That didn't work so well. Two options: It looks like cAdvisor should be capturing the OOM event, however, cannot figure out how to get it out. It's worth note that cAdvisor executes outside of pods. Unclear how heapster knows how to connect to cAdvisor instances. [update: reading about cAdvisor somewhere else they mention that it only retains the 1 minute's worth of data. So, perhaps that's why I see no OOM events. I would need to poll frequently to catch them.]

Anyway, option 2 is we could assume that any kill -9 is a result of OOM and update the task status ourselves as OOM. May be best in short term. I'm a little nervous that the OOM could kill the parent and the reaper wouldn't know what to do with that.

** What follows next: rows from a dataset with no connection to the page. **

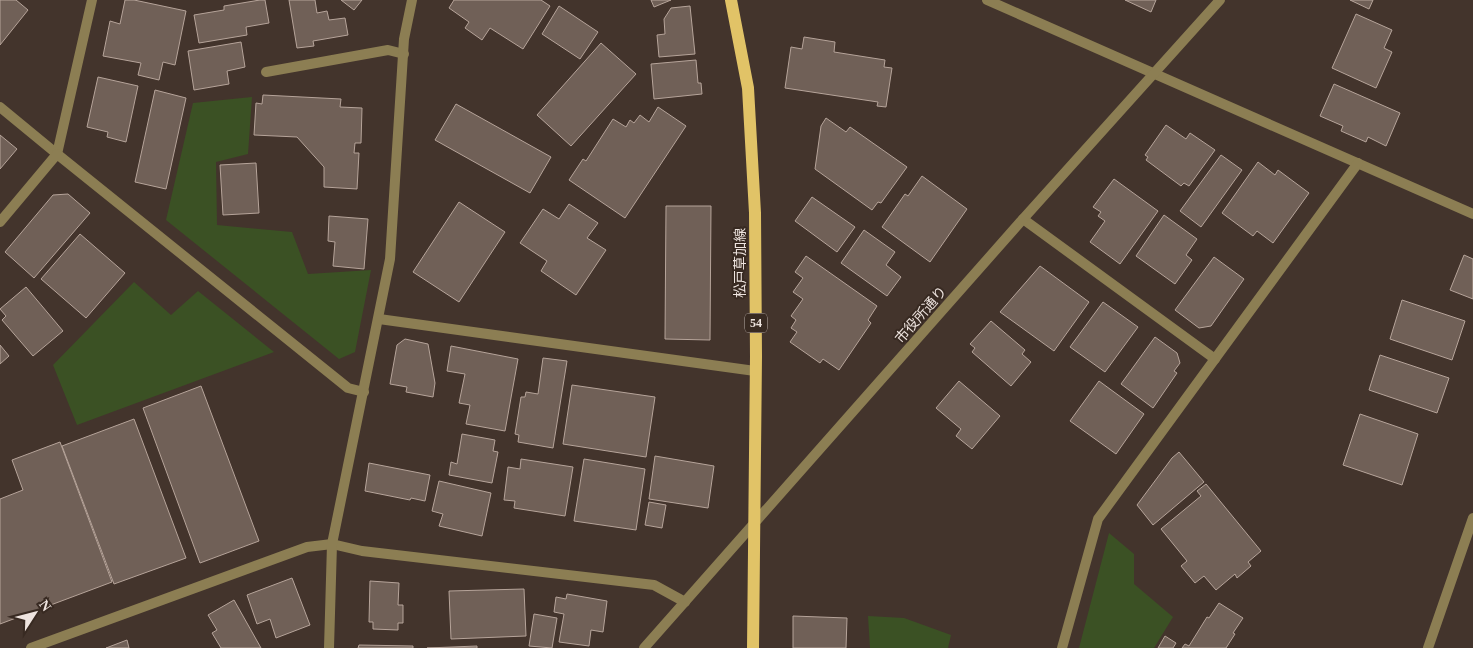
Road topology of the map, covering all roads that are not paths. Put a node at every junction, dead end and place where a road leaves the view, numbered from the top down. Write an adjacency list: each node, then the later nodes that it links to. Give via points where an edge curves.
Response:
1 (92, 0): 10 (street)
2 (412, 0): 6 (street)
3 (731, 0): 17 (main road, 松戸草加線 / 54, via 748,88 755,213)
4 (987, 0): 8 (street)
5 (1220, 0): 8 (street, 市役所通り)
6 (404, 54): 7 (street, via 388,50); 15 (street, via 390,259)
7 (266, 72)
8 (1154, 73): 11 (street); 13 (street, 市役所通り)
9 (0, 107): 10 (street)
10 (57, 154): 14 (street); 18 (street, via 348,388)
11 (1358, 163): 12 (street); 16 (street)
12 (1473, 214)
13 (1023, 219): 16 (street); 20 (street, 市役所通り)
14 (0, 222)
15 (379, 319): 17 (street); 18 (street)
16 (1214, 359): 27 (street, via 1098,519)
17 (756, 371): 20 (main road, 松戸草加線 / 54)
18 (364, 392): 21 (street)
19 (1473, 518): 28 (street)
20 (755, 523): 22 (street, 市役所通り); 26 (main road, 松戸草加線 / 54)
21 (332, 544): 22 (street, via 362,551 654,585); 23 (street, via 307,548); 24 (street)
22 (685, 602): 25 (street, 市役所通り)
23 (30, 648)
24 (329, 648)
25 (644, 648)
26 (753, 648)
27 (1062, 648)
28 (1428, 648)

Leaning towards checking if return code == -9, then consume should set status to oom-failed. (And documenting cavets) Better solution would be after getting return code == -9, poll cAdvisor and ask if there was a new OOM event in this container, and then only then call it oom-failed

Cannot reserve disk space

No solution for ensuring sufficient diskspace for scheduling: - it appears there's no per-pod/container way to require sufficient space. - best bet might be to somehow control what type of instance or mounted volume while running. - having trouble finding how autoscaler determines which machine type to spawn - answer: uses nodepool/template/managed group

For now, probably best to take a parameter from config with diskspace required per node (optionally, could also take number of local SSDs to attach. Local SSD are 375GB each and currently cost 0.11/month, contrast with equiv persistent disk 0.02/month )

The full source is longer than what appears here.